[Collected data entries]
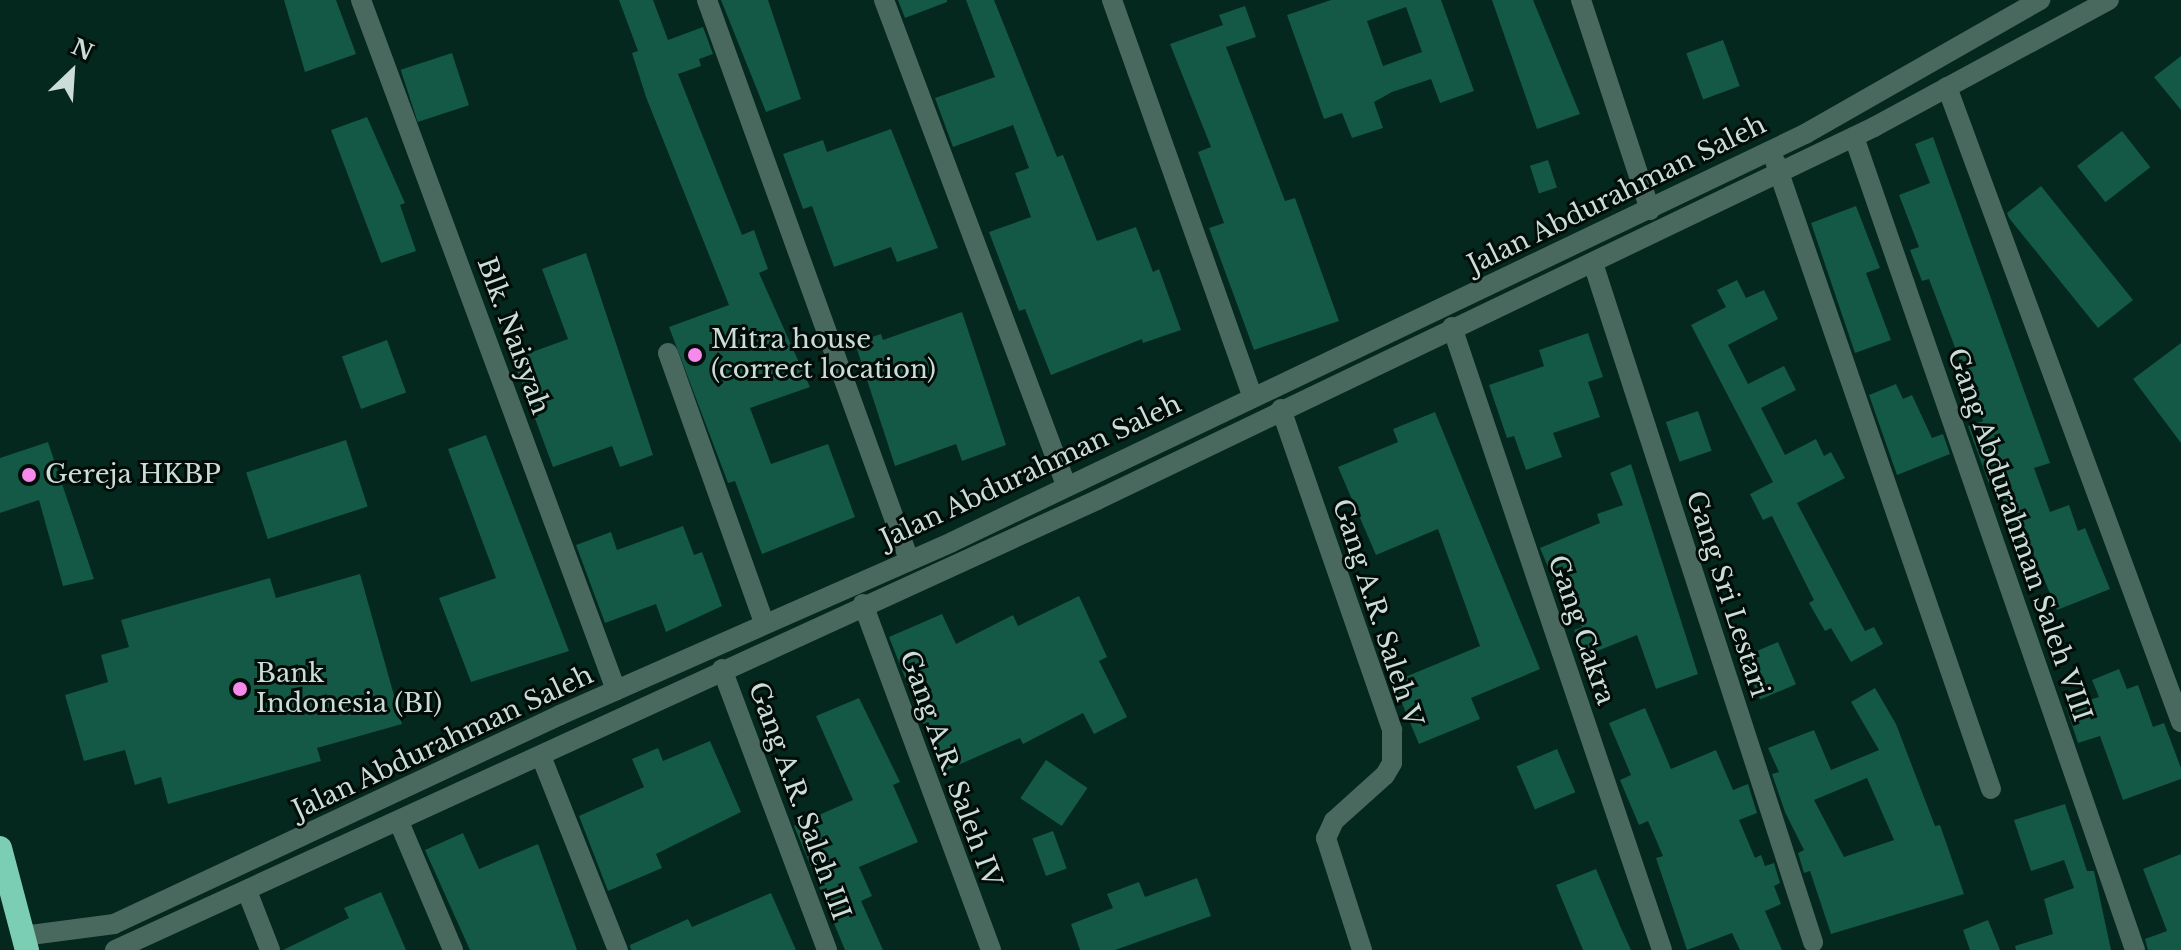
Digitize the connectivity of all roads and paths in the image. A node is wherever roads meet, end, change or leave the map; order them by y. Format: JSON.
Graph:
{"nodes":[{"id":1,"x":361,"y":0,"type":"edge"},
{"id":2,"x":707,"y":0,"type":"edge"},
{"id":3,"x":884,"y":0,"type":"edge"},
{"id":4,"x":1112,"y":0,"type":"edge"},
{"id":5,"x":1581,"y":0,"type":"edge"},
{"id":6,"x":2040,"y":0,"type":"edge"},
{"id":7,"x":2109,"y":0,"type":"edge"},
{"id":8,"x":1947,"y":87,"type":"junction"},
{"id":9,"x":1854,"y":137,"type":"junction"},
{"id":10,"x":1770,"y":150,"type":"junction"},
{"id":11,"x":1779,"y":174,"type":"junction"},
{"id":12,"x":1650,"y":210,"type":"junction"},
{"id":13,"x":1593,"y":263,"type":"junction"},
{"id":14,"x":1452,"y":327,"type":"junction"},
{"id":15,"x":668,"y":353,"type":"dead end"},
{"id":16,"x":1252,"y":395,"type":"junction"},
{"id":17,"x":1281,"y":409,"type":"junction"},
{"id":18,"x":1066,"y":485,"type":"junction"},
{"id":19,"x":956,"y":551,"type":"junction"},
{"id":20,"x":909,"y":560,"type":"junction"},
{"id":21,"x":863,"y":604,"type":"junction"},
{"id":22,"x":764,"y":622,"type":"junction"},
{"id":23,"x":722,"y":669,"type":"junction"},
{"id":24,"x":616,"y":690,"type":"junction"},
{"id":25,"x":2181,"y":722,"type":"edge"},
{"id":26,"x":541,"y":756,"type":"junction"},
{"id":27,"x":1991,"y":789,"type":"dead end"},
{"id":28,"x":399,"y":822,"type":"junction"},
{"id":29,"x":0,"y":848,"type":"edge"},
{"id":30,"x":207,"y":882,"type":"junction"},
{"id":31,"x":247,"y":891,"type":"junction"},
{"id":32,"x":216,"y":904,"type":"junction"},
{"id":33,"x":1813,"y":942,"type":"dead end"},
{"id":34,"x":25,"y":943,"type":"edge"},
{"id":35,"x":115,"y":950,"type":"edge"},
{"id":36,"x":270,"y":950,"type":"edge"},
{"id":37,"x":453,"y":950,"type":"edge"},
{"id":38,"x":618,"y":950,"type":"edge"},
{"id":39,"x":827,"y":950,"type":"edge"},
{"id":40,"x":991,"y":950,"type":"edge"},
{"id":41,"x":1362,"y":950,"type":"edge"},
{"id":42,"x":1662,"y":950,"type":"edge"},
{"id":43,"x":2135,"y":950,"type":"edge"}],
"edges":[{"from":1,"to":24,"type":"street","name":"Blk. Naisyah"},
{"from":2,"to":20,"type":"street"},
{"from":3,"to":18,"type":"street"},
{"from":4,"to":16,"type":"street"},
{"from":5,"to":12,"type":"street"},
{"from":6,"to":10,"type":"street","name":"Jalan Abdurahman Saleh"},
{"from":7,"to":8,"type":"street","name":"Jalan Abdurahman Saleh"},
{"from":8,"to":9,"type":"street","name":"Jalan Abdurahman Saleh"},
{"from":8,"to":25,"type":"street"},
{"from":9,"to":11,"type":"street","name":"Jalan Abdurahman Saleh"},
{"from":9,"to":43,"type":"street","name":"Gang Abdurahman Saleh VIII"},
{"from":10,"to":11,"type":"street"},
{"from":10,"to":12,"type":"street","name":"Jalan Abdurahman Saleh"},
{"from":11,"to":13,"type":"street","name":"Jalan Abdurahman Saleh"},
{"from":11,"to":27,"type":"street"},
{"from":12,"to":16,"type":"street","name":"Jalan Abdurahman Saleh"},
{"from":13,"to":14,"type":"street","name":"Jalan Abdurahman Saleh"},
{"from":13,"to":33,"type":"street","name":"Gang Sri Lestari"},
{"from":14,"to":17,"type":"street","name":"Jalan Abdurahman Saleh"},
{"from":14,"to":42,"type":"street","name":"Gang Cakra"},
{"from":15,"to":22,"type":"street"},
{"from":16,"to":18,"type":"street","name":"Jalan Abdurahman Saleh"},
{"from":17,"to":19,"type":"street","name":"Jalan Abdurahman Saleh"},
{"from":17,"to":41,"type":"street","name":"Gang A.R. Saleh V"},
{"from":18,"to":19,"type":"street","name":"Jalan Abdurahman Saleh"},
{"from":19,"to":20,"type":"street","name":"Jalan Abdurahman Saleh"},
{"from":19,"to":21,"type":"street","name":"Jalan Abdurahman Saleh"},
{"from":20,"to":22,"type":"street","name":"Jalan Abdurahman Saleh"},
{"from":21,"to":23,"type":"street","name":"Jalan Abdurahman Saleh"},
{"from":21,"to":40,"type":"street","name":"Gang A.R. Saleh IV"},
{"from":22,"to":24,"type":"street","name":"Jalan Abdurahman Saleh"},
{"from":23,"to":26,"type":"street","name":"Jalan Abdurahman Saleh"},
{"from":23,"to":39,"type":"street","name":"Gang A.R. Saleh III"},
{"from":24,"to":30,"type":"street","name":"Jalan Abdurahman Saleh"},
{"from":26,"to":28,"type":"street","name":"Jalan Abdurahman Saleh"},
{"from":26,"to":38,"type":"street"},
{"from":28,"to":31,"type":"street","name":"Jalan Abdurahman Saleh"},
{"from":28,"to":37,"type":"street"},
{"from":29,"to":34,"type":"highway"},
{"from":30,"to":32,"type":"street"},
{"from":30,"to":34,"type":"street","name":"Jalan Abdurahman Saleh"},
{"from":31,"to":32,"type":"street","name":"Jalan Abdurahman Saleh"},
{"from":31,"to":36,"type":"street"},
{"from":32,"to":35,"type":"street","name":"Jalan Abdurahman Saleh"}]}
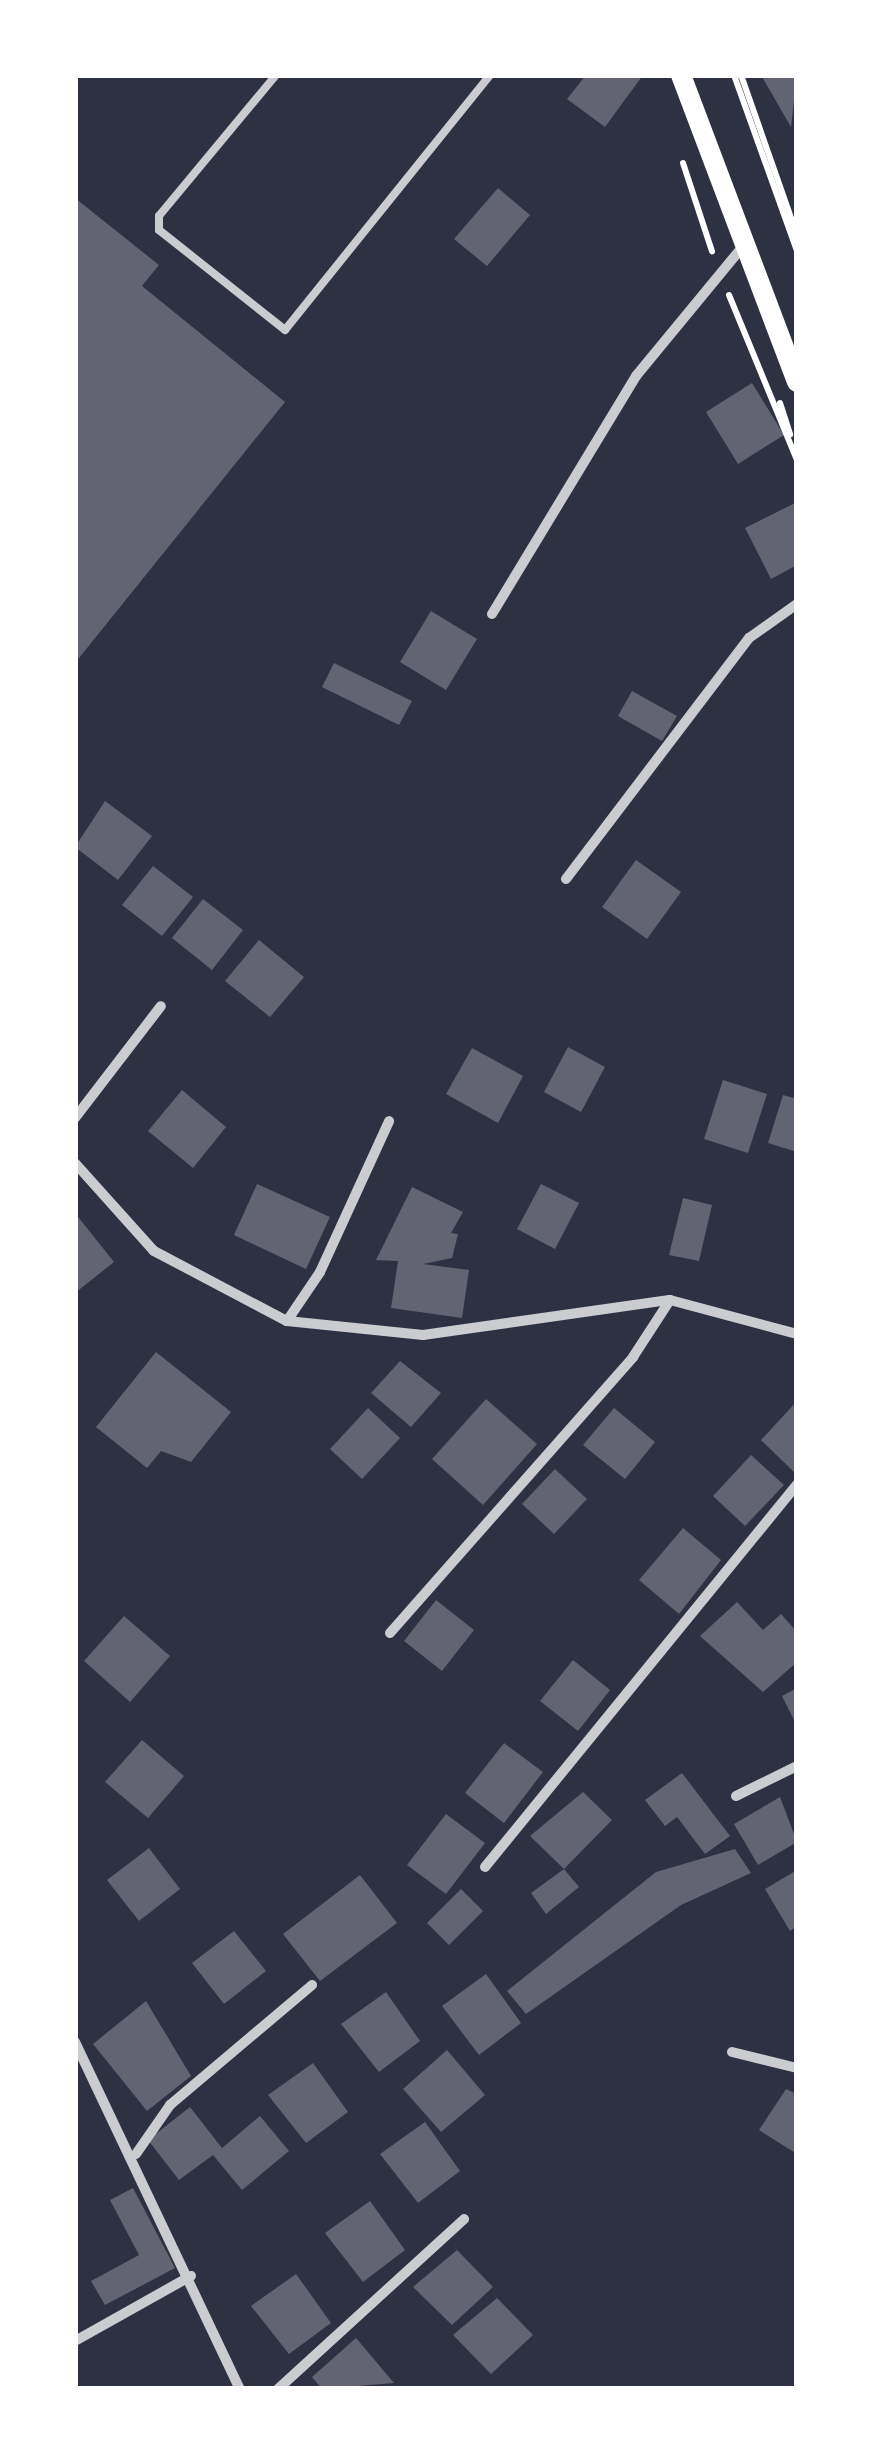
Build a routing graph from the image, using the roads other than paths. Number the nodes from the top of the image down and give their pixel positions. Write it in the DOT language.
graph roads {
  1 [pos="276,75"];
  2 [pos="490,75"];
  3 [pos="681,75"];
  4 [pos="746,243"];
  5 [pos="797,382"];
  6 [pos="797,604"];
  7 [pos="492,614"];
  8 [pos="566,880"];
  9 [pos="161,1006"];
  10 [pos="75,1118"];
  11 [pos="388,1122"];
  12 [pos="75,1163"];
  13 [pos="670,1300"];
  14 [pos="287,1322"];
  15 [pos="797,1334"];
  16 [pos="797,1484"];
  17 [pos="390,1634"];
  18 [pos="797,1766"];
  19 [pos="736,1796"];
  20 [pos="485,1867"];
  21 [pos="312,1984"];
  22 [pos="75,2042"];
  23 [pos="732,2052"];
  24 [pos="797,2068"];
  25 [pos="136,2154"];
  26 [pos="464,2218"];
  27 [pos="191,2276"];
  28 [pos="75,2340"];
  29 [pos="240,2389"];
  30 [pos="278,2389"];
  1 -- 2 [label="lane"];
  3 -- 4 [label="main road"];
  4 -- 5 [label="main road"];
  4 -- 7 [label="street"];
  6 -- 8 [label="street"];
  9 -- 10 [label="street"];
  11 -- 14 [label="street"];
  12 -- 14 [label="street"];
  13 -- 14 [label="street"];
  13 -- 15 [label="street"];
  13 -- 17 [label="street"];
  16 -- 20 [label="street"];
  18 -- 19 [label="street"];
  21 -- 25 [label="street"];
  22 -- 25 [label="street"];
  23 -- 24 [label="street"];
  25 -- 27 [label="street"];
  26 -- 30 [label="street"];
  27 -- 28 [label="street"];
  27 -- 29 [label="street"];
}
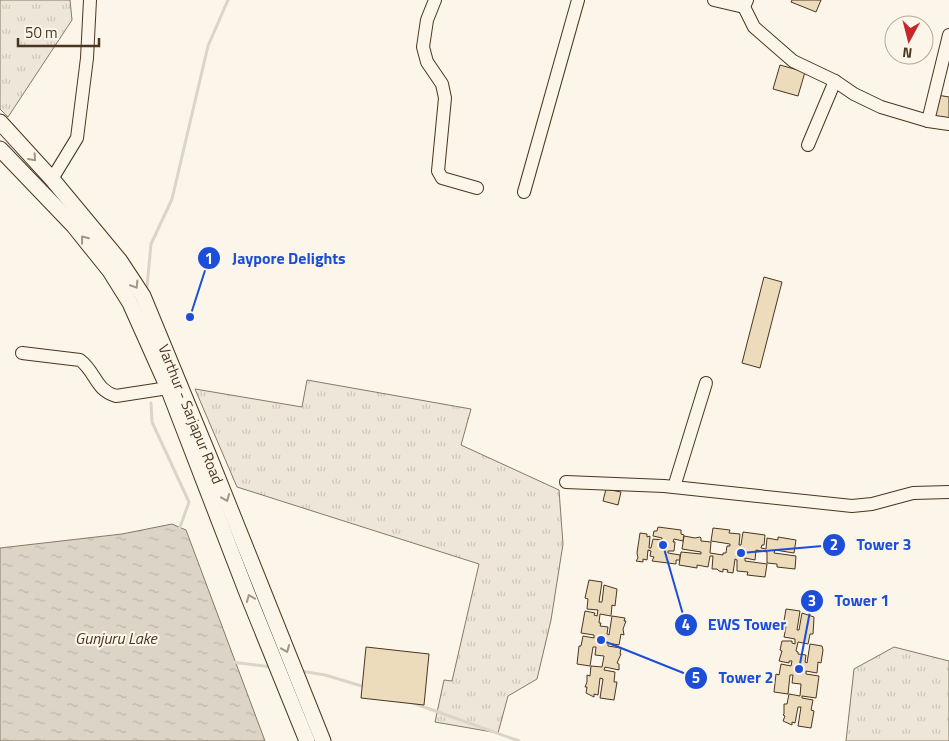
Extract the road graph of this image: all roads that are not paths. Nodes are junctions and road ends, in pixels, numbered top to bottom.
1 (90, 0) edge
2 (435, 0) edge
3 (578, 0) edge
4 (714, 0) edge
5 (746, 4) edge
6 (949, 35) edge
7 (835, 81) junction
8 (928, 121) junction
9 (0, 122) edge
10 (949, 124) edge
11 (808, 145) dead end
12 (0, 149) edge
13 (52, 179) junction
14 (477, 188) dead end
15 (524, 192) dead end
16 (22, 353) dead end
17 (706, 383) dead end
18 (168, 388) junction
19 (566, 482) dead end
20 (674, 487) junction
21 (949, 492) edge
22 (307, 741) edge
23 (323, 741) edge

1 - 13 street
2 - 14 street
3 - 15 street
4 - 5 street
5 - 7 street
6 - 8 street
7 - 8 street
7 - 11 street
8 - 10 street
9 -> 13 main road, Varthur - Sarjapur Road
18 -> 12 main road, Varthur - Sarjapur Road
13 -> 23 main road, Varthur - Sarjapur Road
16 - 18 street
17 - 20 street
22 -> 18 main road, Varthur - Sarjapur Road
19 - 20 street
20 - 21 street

Exercise description:
Copy each line in the data that holds the word "Varthur".

Solution for this problem:
9 -> 13 main road, Varthur - Sarjapur Road
18 -> 12 main road, Varthur - Sarjapur Road
13 -> 23 main road, Varthur - Sarjapur Road
22 -> 18 main road, Varthur - Sarjapur Road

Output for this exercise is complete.